Would you repeat every entry below word for word but drop the images?
====== THE RECORDS
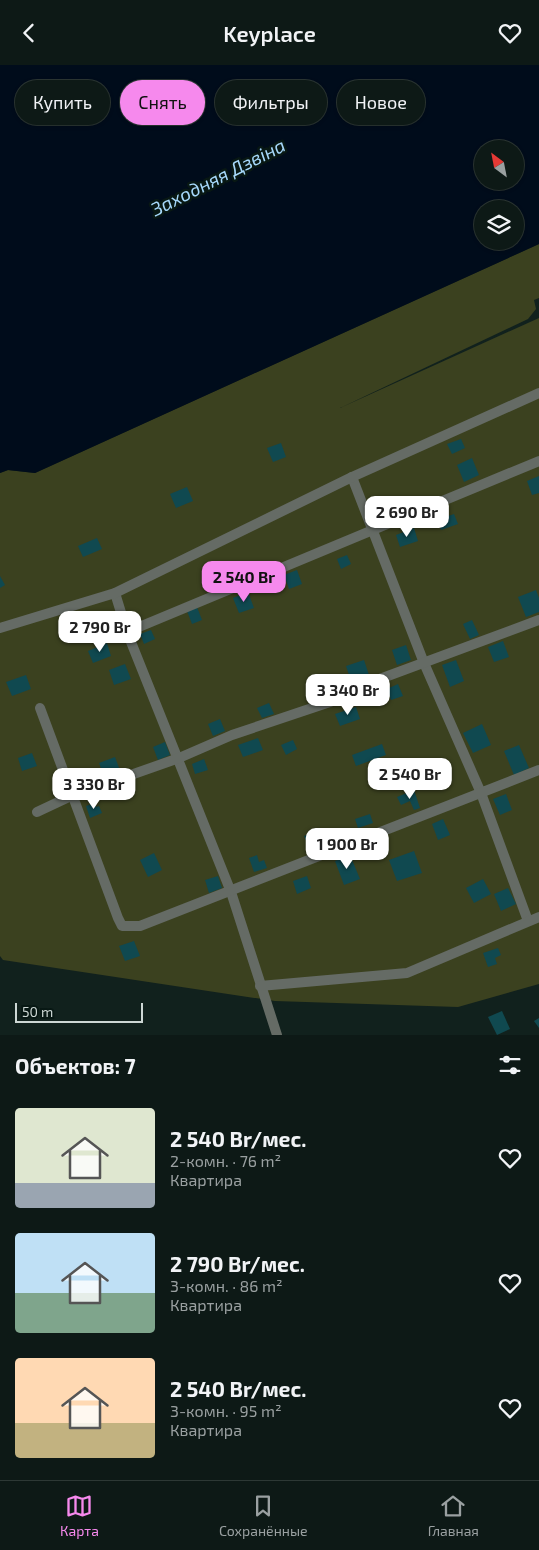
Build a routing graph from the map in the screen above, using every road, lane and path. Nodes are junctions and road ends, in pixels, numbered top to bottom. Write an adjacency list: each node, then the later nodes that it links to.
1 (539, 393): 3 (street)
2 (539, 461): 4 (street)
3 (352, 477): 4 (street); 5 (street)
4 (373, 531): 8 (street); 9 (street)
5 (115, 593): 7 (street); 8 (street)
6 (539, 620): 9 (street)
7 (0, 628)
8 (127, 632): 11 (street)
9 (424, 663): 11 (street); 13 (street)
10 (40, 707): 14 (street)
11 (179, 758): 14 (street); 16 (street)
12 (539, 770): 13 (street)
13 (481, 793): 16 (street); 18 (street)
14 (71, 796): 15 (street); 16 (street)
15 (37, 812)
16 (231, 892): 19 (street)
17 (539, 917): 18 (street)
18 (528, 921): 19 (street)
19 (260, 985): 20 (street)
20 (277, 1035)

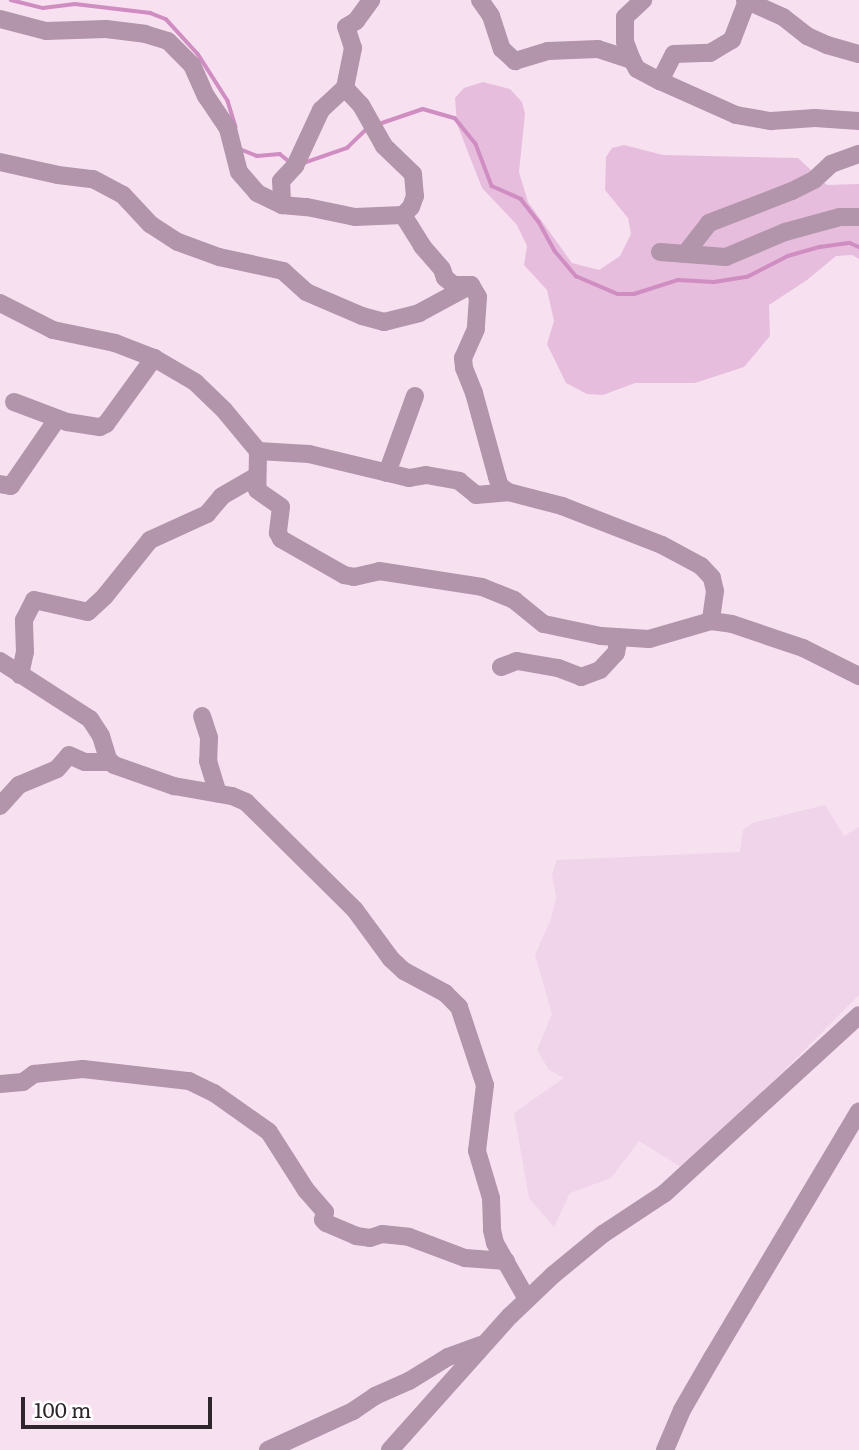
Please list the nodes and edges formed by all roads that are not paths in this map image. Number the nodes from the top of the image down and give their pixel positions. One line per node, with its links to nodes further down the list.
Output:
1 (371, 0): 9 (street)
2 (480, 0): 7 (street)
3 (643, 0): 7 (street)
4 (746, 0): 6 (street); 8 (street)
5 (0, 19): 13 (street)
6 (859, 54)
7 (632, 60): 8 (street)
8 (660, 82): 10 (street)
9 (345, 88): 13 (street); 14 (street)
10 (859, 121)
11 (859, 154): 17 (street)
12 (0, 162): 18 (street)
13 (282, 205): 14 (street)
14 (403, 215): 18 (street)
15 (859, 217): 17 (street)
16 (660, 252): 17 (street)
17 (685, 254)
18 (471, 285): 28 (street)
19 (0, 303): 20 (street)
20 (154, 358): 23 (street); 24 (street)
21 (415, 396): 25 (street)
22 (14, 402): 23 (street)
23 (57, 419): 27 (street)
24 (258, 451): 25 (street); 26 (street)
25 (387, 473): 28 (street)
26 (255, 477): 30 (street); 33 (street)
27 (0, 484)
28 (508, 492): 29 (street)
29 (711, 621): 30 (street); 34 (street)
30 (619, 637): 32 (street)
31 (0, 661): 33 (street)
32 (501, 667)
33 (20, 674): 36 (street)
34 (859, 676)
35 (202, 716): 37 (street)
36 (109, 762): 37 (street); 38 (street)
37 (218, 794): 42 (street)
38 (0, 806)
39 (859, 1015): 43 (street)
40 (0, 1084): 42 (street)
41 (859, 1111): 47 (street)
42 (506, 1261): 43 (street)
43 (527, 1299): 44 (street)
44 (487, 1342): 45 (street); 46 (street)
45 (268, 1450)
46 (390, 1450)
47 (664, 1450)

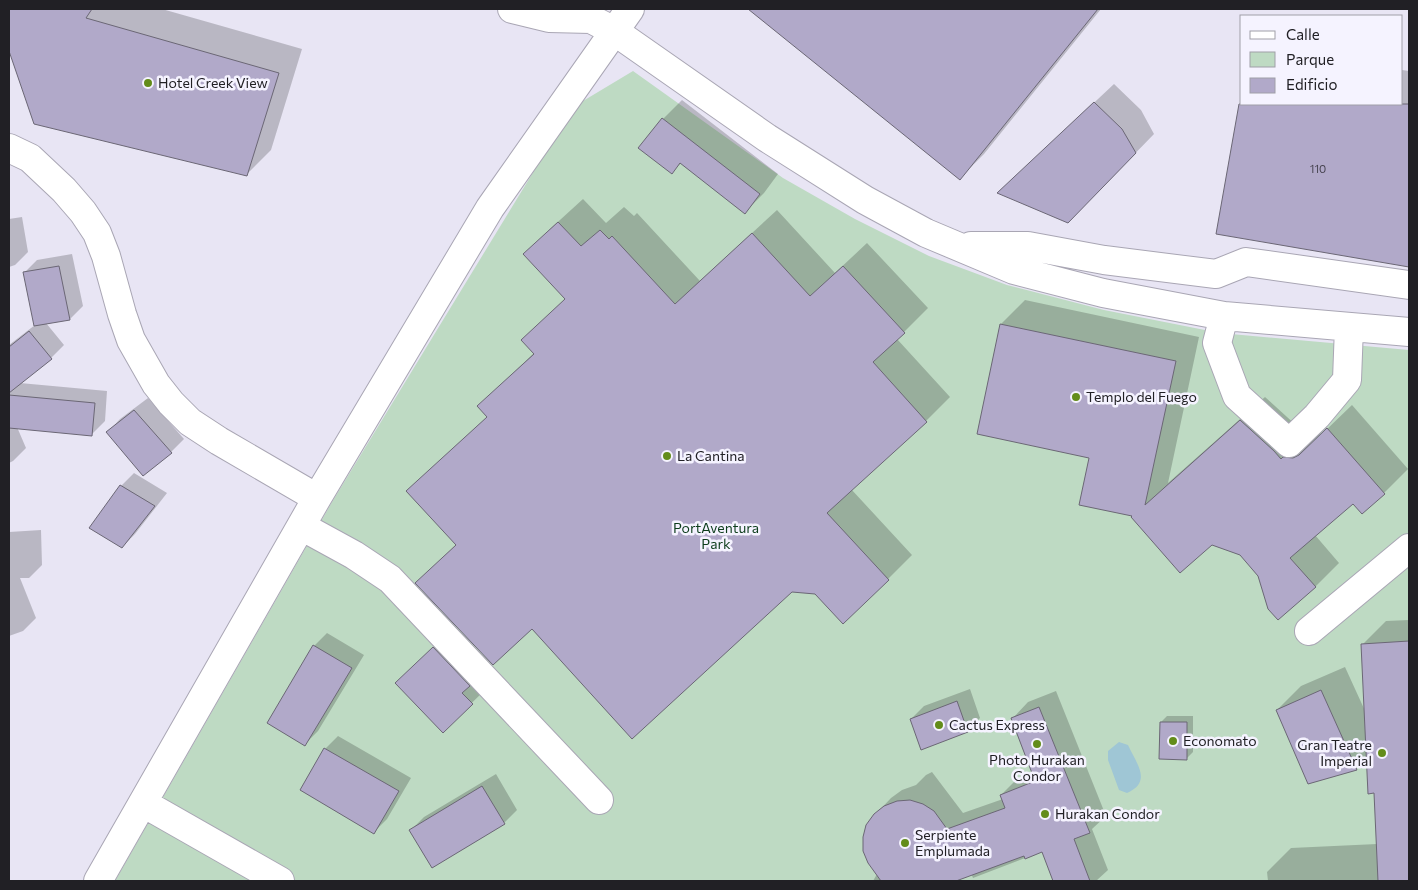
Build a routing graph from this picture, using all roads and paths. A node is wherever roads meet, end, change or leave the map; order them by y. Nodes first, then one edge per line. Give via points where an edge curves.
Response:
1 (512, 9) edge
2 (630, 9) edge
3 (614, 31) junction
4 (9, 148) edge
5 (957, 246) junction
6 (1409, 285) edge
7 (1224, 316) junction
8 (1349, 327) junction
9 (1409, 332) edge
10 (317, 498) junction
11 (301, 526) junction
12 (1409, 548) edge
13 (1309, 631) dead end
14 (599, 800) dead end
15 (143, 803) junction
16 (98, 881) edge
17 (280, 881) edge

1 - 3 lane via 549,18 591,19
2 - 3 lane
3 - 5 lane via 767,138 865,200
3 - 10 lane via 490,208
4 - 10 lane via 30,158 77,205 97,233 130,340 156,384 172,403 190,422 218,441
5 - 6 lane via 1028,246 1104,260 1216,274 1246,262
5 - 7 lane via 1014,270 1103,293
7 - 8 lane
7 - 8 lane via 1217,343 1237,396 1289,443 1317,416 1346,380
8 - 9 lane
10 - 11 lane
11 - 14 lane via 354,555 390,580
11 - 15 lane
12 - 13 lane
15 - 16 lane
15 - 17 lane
============
COMPLETED TASK:
Build a routing graph from the map in the screen above, using every road, lane and path. Nodes are junctions and road ends, in pixels, numbered top to bottom. Write an adjacency list: each node, then the later nodes that it links to.
1 (539, 393): 3 (street)
2 (539, 461): 4 (street)
3 (352, 477): 4 (street); 5 (street)
4 (373, 531): 8 (street); 9 (street)
5 (115, 593): 7 (street); 8 (street)
6 (539, 620): 9 (street)
7 (0, 628)
8 (127, 632): 11 (street)
9 (424, 663): 11 (street); 13 (street)
10 (40, 707): 14 (street)
11 (179, 758): 14 (street); 16 (street)
12 (539, 770): 13 (street)
13 (481, 793): 16 (street); 18 (street)
14 (71, 796): 15 (street); 16 (street)
15 (37, 812)
16 (231, 892): 19 (street)
17 (539, 917): 18 (street)
18 (528, 921): 19 (street)
19 (260, 985): 20 (street)
20 (277, 1035)

Please list the nodes and edges formed by all roads that are not paths in this map image. Number the nodes from the top of the image down and give their pixel positions. One line per node, with its links to nodes further down the list.
Output:
1 (371, 0): 9 (street)
2 (480, 0): 7 (street)
3 (643, 0): 7 (street)
4 (746, 0): 6 (street); 8 (street)
5 (0, 19): 13 (street)
6 (859, 54)
7 (632, 60): 8 (street)
8 (660, 82): 10 (street)
9 (345, 88): 13 (street); 14 (street)
10 (859, 121)
11 (859, 154): 17 (street)
12 (0, 162): 18 (street)
13 (282, 205): 14 (street)
14 (403, 215): 18 (street)
15 (859, 217): 17 (street)
16 (660, 252): 17 (street)
17 (685, 254)
18 (471, 285): 28 (street)
19 (0, 303): 20 (street)
20 (154, 358): 23 (street); 24 (street)
21 (415, 396): 25 (street)
22 (14, 402): 23 (street)
23 (57, 419): 27 (street)
24 (258, 451): 25 (street); 26 (street)
25 (387, 473): 28 (street)
26 (255, 477): 30 (street); 33 (street)
27 (0, 484)
28 (508, 492): 29 (street)
29 (711, 621): 30 (street); 34 (street)
30 (619, 637): 32 (street)
31 (0, 661): 33 (street)
32 (501, 667)
33 (20, 674): 36 (street)
34 (859, 676)
35 (202, 716): 37 (street)
36 (109, 762): 37 (street); 38 (street)
37 (218, 794): 42 (street)
38 (0, 806)
39 (859, 1015): 43 (street)
40 (0, 1084): 42 (street)
41 (859, 1111): 47 (street)
42 (506, 1261): 43 (street)
43 (527, 1299): 44 (street)
44 (487, 1342): 45 (street); 46 (street)
45 (268, 1450)
46 (390, 1450)
47 (664, 1450)

Build a routing graph from this picture, using all roads and paths. A node is wherever roads meet, end, change or leave the map; order them by y. Nodes first, then one edge per line. Give via points where an edge curves.
Response:
1 (512, 9) edge
2 (630, 9) edge
3 (614, 31) junction
4 (9, 148) edge
5 (957, 246) junction
6 (1409, 285) edge
7 (1224, 316) junction
8 (1349, 327) junction
9 (1409, 332) edge
10 (317, 498) junction
11 (301, 526) junction
12 (1409, 548) edge
13 (1309, 631) dead end
14 (599, 800) dead end
15 (143, 803) junction
16 (98, 881) edge
17 (280, 881) edge

1 - 3 lane via 549,18 591,19
2 - 3 lane
3 - 5 lane via 767,138 865,200
3 - 10 lane via 490,208
4 - 10 lane via 30,158 77,205 97,233 130,340 156,384 172,403 190,422 218,441
5 - 6 lane via 1028,246 1104,260 1216,274 1246,262
5 - 7 lane via 1014,270 1103,293
7 - 8 lane
7 - 8 lane via 1217,343 1237,396 1289,443 1317,416 1346,380
8 - 9 lane
10 - 11 lane
11 - 14 lane via 354,555 390,580
11 - 15 lane
12 - 13 lane
15 - 16 lane
15 - 17 lane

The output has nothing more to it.